[Data provided — start]

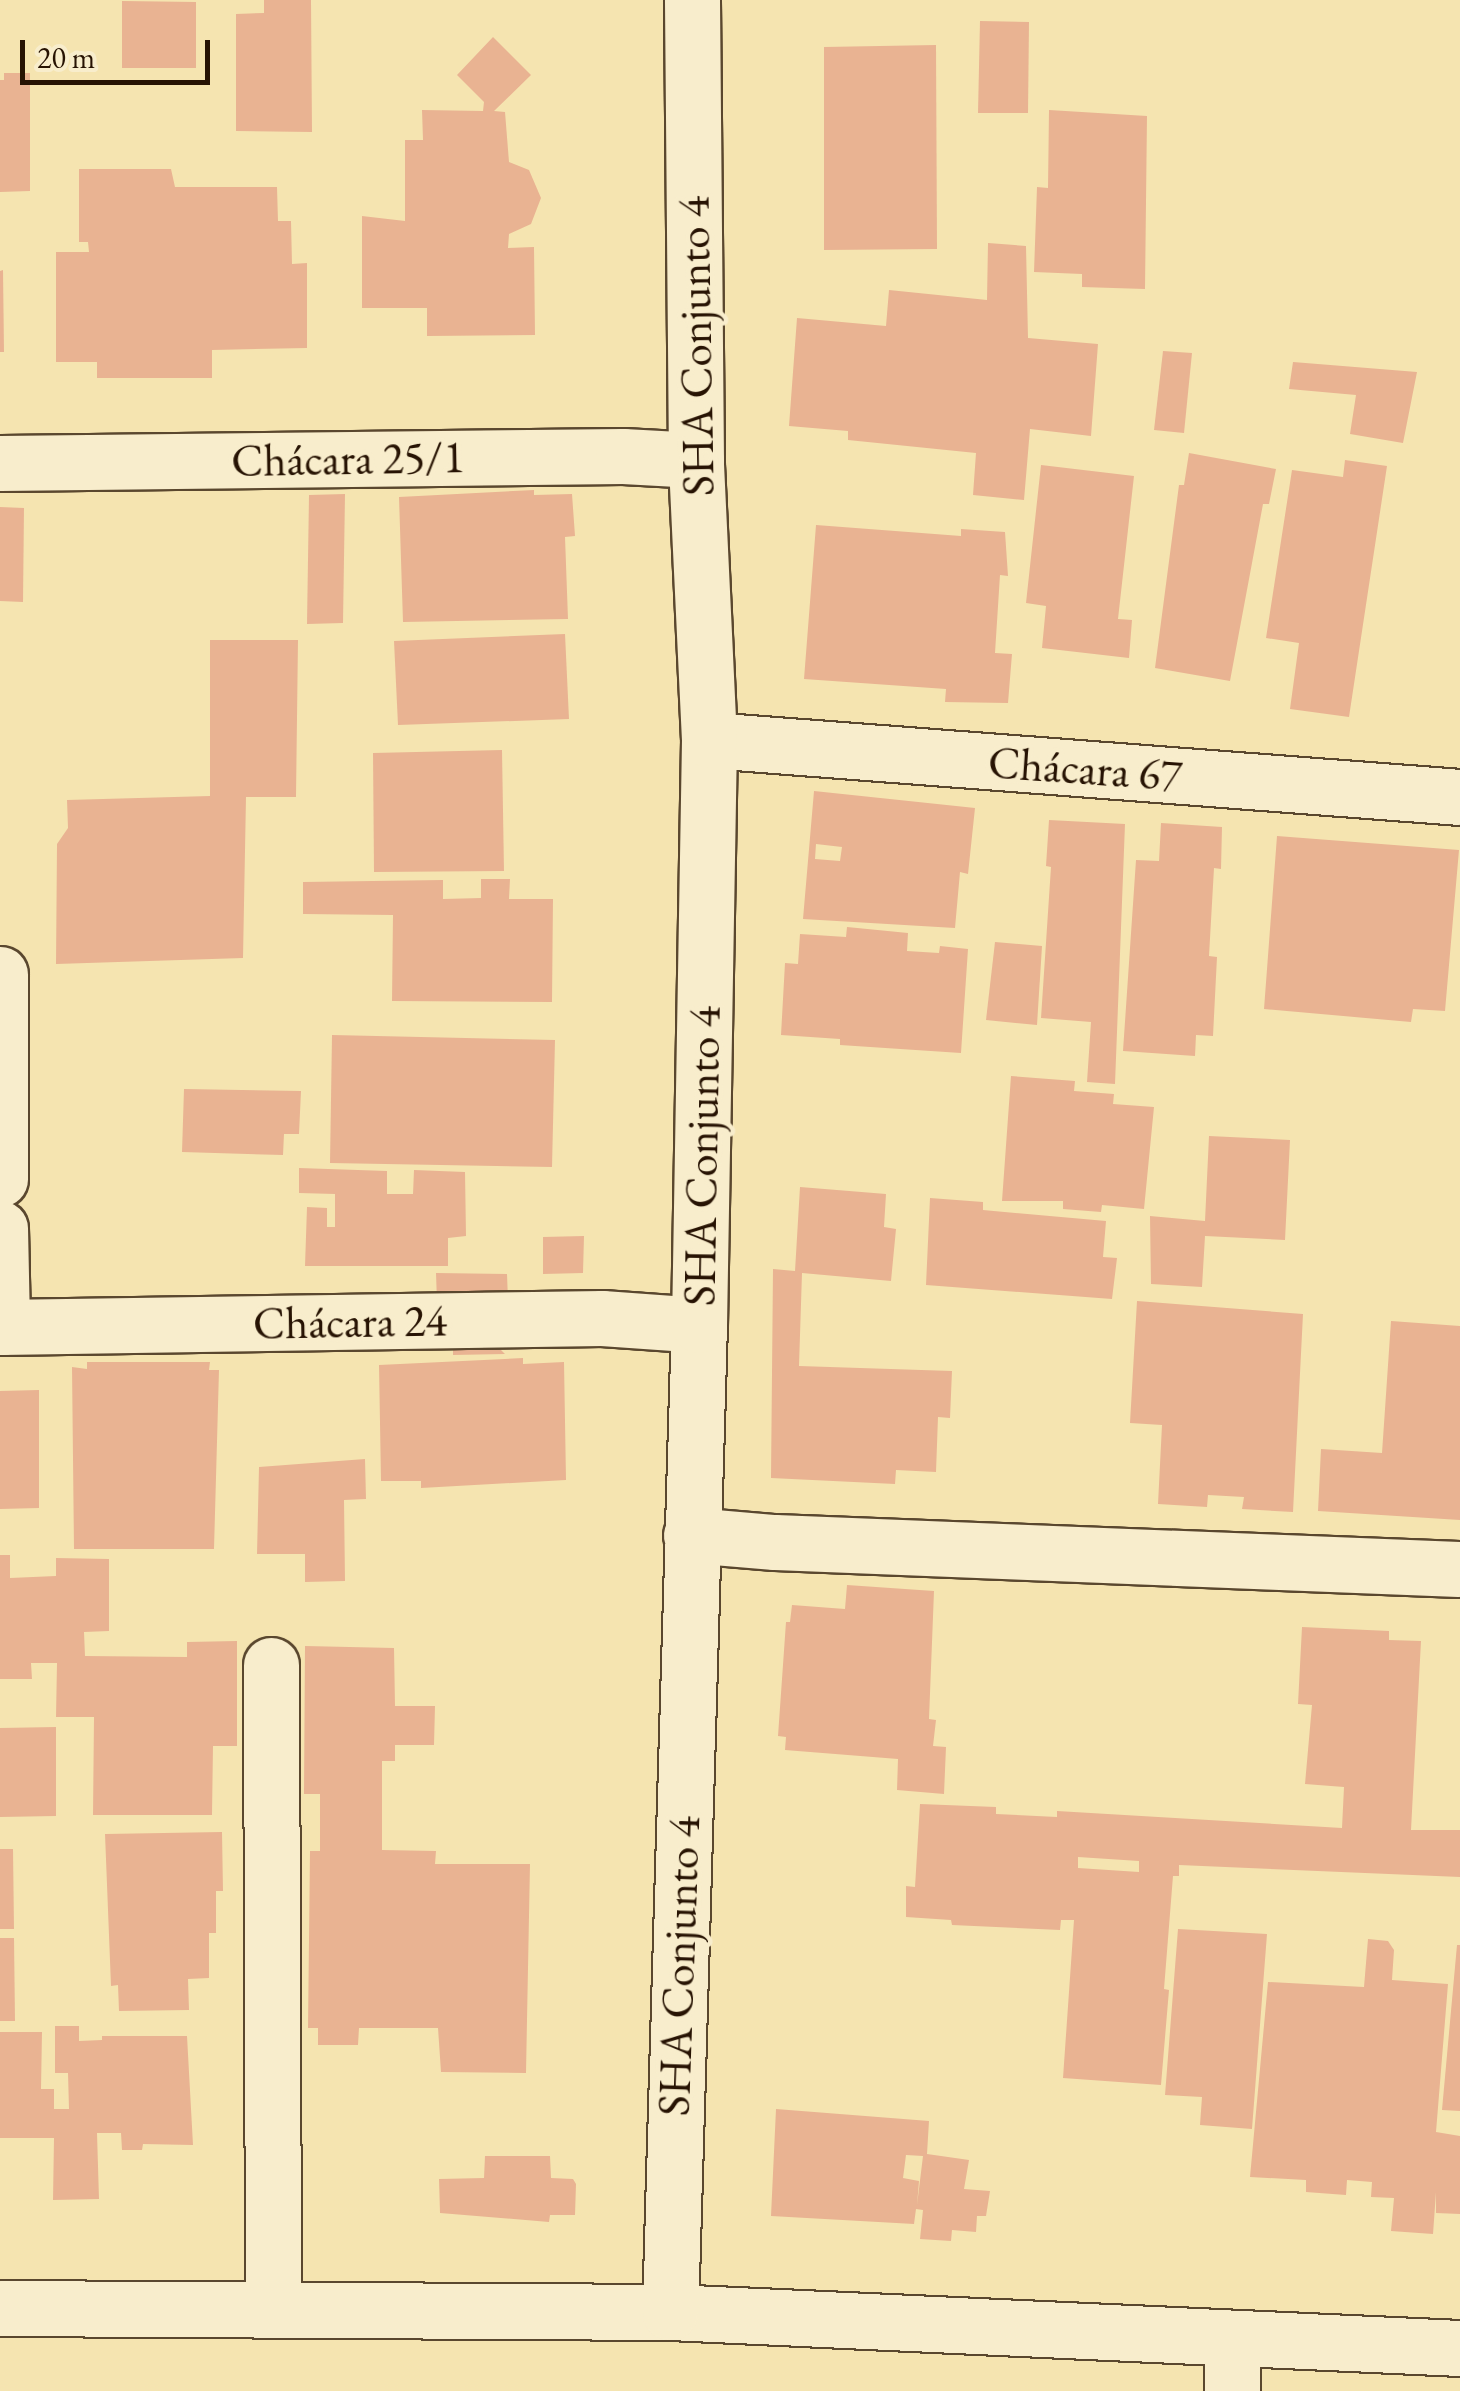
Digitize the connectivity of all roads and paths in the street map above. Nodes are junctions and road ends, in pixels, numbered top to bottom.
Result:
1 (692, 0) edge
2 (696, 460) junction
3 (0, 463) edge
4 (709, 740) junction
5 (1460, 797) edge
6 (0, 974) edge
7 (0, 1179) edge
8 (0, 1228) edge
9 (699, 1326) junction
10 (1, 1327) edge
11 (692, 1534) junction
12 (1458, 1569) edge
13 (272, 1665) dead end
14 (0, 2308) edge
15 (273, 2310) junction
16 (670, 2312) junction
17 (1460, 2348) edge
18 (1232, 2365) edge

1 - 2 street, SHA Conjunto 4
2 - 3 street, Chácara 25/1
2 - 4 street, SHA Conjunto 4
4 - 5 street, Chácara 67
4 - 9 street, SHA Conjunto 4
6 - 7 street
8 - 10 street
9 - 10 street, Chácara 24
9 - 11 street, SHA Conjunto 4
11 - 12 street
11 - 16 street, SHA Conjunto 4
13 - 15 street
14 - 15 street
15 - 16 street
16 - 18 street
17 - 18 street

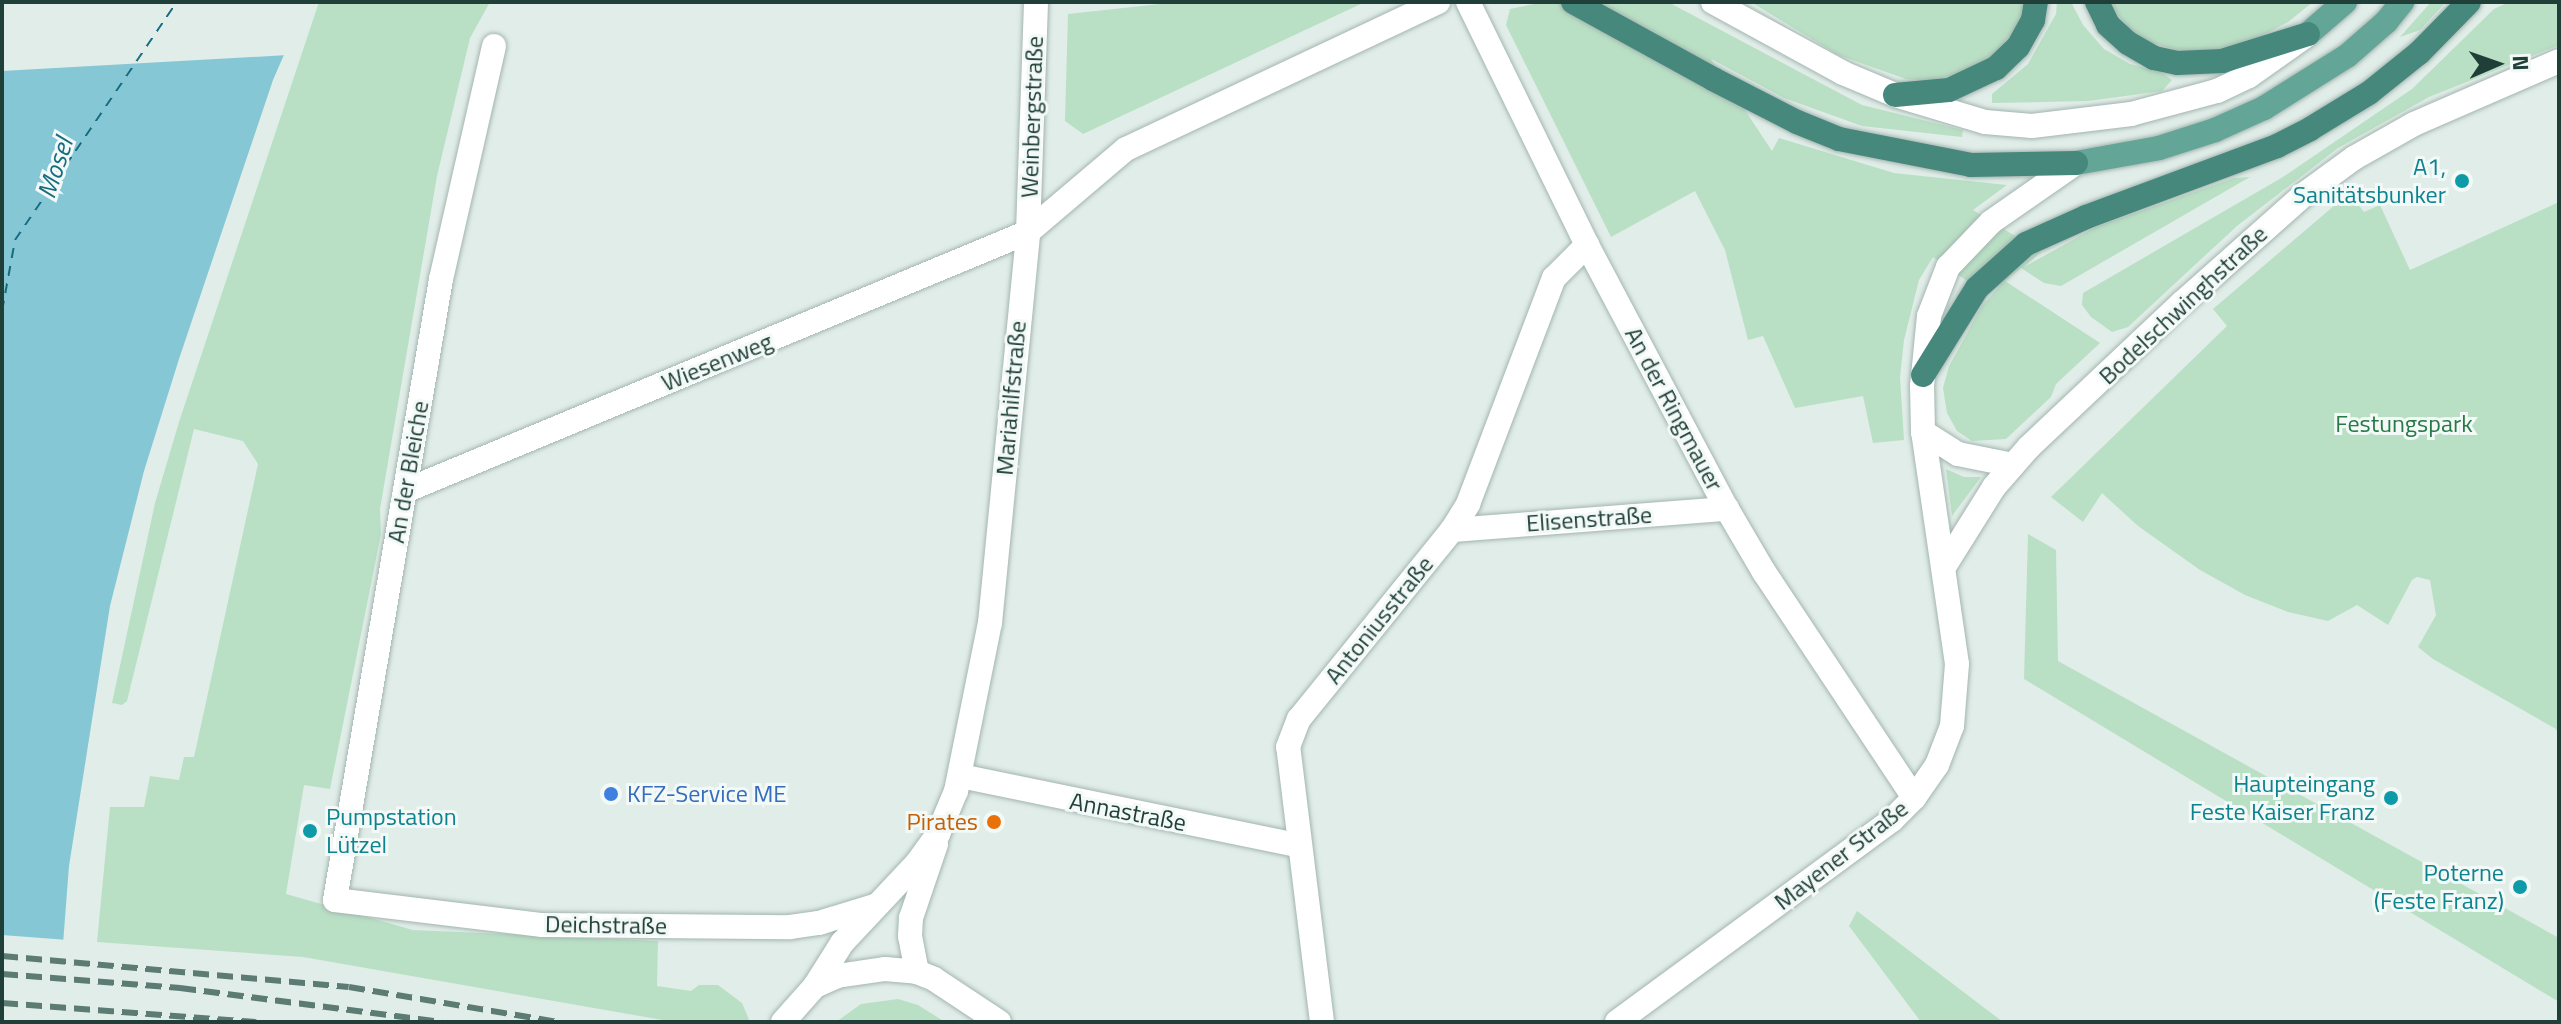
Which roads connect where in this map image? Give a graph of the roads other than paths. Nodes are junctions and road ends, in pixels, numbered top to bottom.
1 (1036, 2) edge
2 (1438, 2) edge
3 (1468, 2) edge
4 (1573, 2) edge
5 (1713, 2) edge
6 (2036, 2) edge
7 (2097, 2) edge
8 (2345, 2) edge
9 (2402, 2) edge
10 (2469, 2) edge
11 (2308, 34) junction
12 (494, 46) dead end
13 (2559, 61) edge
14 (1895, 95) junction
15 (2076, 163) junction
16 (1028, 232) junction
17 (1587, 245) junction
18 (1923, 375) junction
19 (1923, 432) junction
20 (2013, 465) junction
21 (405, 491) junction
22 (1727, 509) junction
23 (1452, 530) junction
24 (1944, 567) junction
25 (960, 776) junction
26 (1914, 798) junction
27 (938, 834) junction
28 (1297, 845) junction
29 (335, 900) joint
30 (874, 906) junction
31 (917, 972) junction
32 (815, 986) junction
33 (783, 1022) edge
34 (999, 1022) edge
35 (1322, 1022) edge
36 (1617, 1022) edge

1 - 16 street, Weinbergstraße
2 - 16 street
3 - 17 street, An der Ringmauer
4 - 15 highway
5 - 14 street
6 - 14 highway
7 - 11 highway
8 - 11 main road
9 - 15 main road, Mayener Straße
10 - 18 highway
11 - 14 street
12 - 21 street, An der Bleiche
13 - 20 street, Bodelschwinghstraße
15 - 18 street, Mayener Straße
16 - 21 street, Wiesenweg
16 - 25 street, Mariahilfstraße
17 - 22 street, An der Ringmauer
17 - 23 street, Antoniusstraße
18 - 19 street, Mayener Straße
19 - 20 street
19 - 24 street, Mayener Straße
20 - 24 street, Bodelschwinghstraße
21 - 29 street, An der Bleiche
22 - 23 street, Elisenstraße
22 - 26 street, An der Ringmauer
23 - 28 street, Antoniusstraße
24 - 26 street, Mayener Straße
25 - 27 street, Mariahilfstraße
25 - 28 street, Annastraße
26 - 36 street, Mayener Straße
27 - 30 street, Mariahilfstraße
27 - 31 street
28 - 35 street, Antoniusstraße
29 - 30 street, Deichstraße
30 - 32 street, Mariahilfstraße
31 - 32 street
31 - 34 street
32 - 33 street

[Data provided — finish]

* [Directions for this task]: Find out how many lines above hold "Nodes". Write only the number.

* [Output for this task]: 2